• **TO DO**
Every line from the one with "I need the junctions and links of all roads that" through the end of the entries below must be retyped exactly, and only those lines. The pictures are not part of the copy.

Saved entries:
╔══

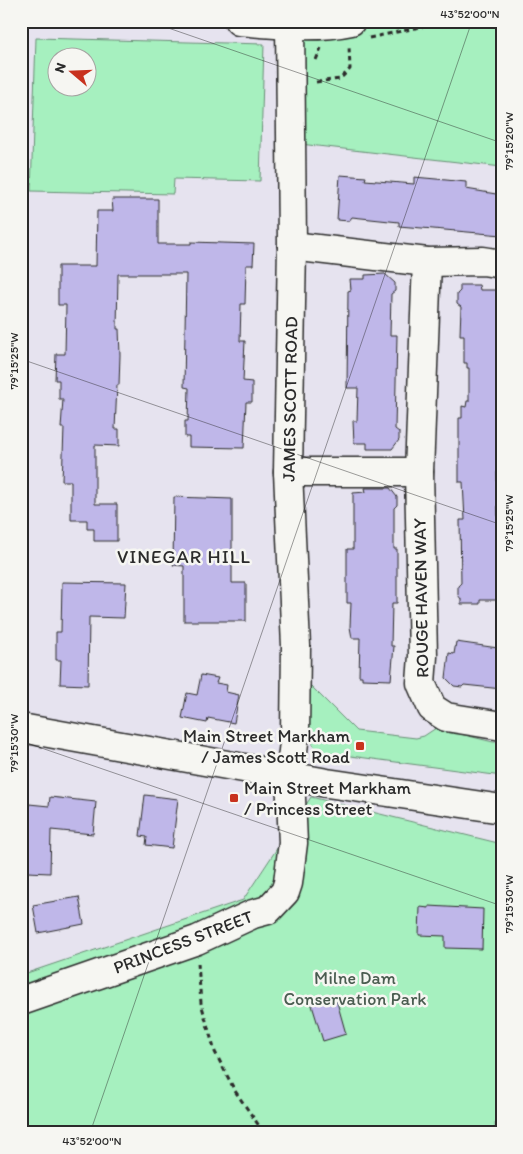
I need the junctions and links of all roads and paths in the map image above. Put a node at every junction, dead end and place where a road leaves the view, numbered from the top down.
1 (238, 21) edge
2 (449, 21) edge
3 (290, 23) edge
4 (356, 34) edge
5 (322, 48) dead end
6 (314, 64) dead end
7 (315, 73) dead end
8 (316, 82) junction
9 (315, 87) dead end
10 (292, 246) junction
11 (427, 262) junction
12 (502, 264) edge
13 (288, 472) junction
14 (419, 472) junction
15 (502, 726) edge
16 (21, 728) edge
17 (290, 776) junction
18 (502, 809) edge
19 (197, 940) junction
20 (21, 1001) edge
21 (264, 1133) edge

1 - 3 street
2 - 4 path
3 - 4 street
3 - 10 street, JAMES SCOTT ROAD
4 - 8 path
5 - 6 path
7 - 8 path
8 - 9 path
10 - 11 street
10 - 13 street, JAMES SCOTT ROAD
11 - 12 street
11 - 14 street, ROUGE HAVEN WAY
13 - 14 street
13 - 17 street, JAMES SCOTT ROAD
14 - 15 street, ROUGE HAVEN WAY
16 - 17 street
17 - 18 street
17 - 19 street, PRINCESS STREET
19 - 20 street, PRINCESS STREET
19 - 21 path

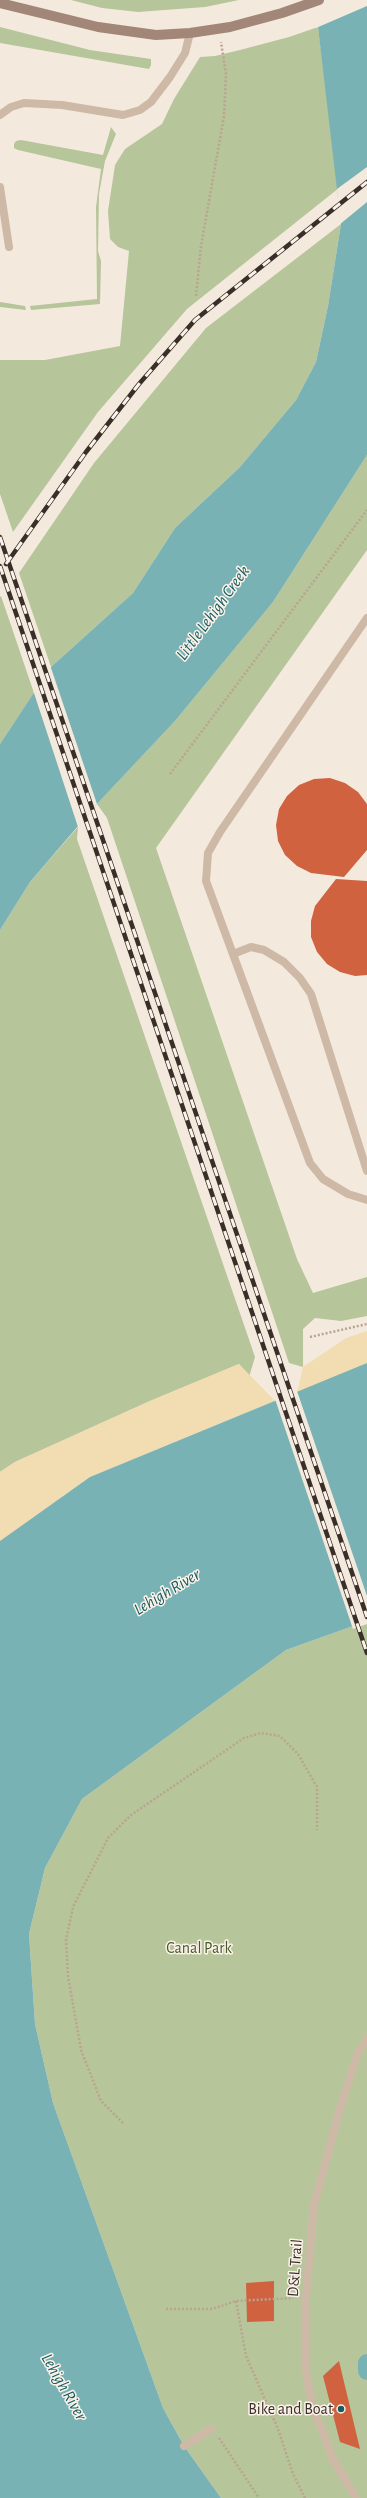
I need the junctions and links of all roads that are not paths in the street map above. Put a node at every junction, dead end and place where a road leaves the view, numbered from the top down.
1 (319, 0) edge
2 (0, 3) edge
3 (190, 33) junction
4 (0, 115) edge
5 (0, 186) edge
6 (9, 247) dead end
7 (367, 618) edge
8 (233, 954) junction
9 (367, 1171) edge
10 (367, 1200) edge
11 (367, 2038) edge
12 (211, 2428) road end
13 (184, 2446) dead end
14 (356, 2498) edge

1 - 3 main road
2 - 3 main road
3 - 4 lane
5 - 6 lane
7 - 8 lane
8 - 9 lane
8 - 10 lane
11 - 14 lane, D&L Trail
12 - 13 lane

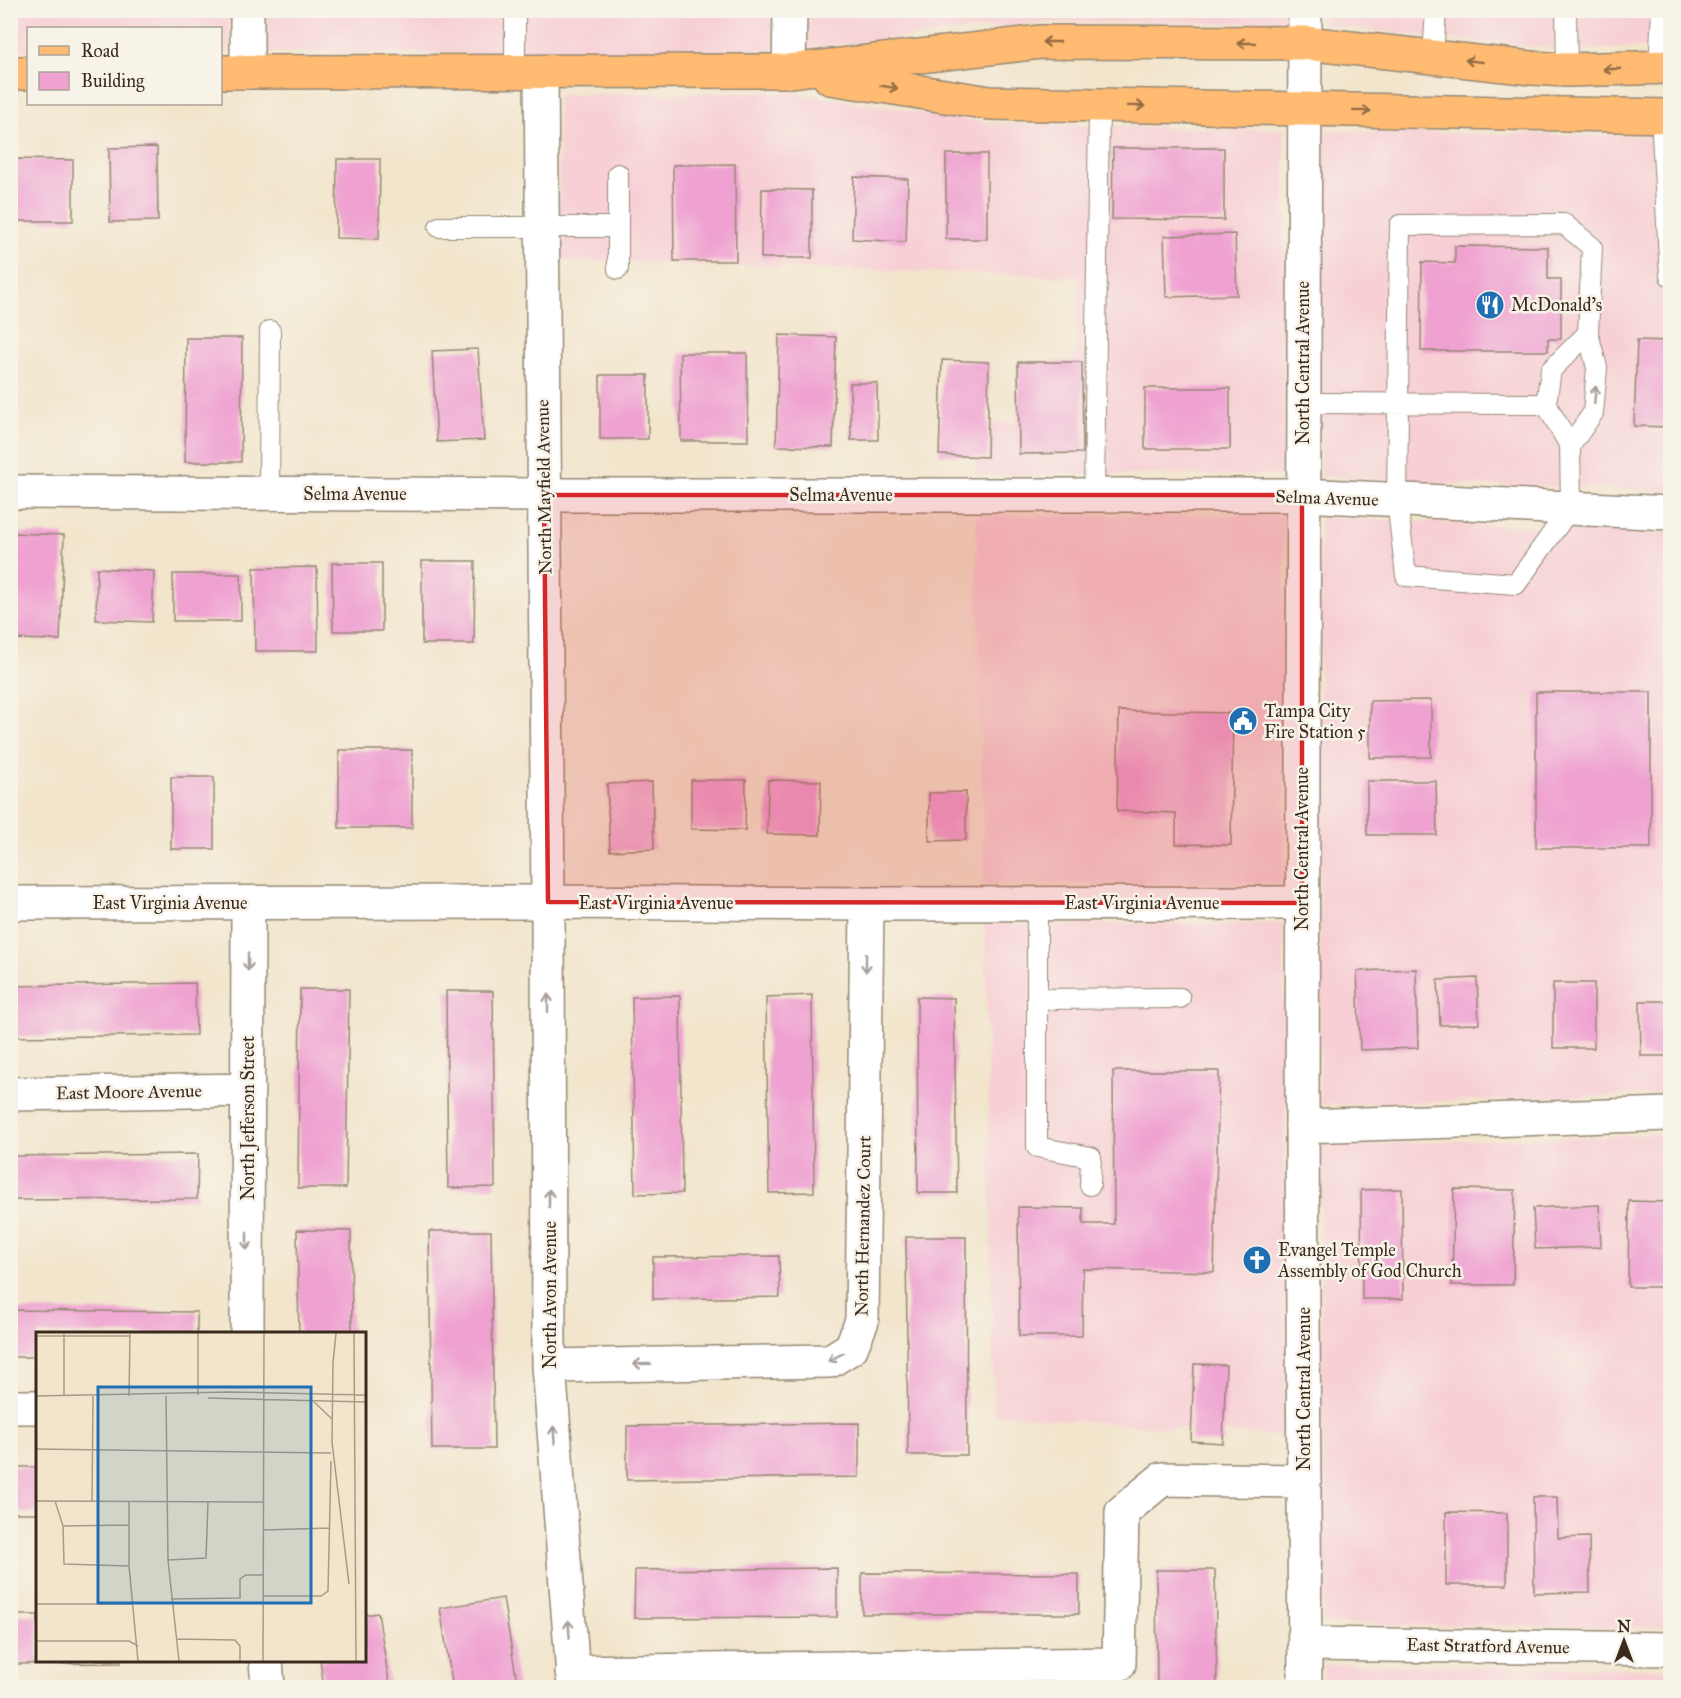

╚══

• **EXERCISE RESPONSE**
I need the junctions and links of all roads that are not paths in the street map above. Put a node at every junction, dead end and place where a road leaves the view, numbered from the top down.
1 (319, 0) edge
2 (0, 3) edge
3 (190, 33) junction
4 (0, 115) edge
5 (0, 186) edge
6 (9, 247) dead end
7 (367, 618) edge
8 (233, 954) junction
9 (367, 1171) edge
10 (367, 1200) edge
11 (367, 2038) edge
12 (211, 2428) road end
13 (184, 2446) dead end
14 (356, 2498) edge

1 - 3 main road
2 - 3 main road
3 - 4 lane
5 - 6 lane
7 - 8 lane
8 - 9 lane
8 - 10 lane
11 - 14 lane, D&L Trail
12 - 13 lane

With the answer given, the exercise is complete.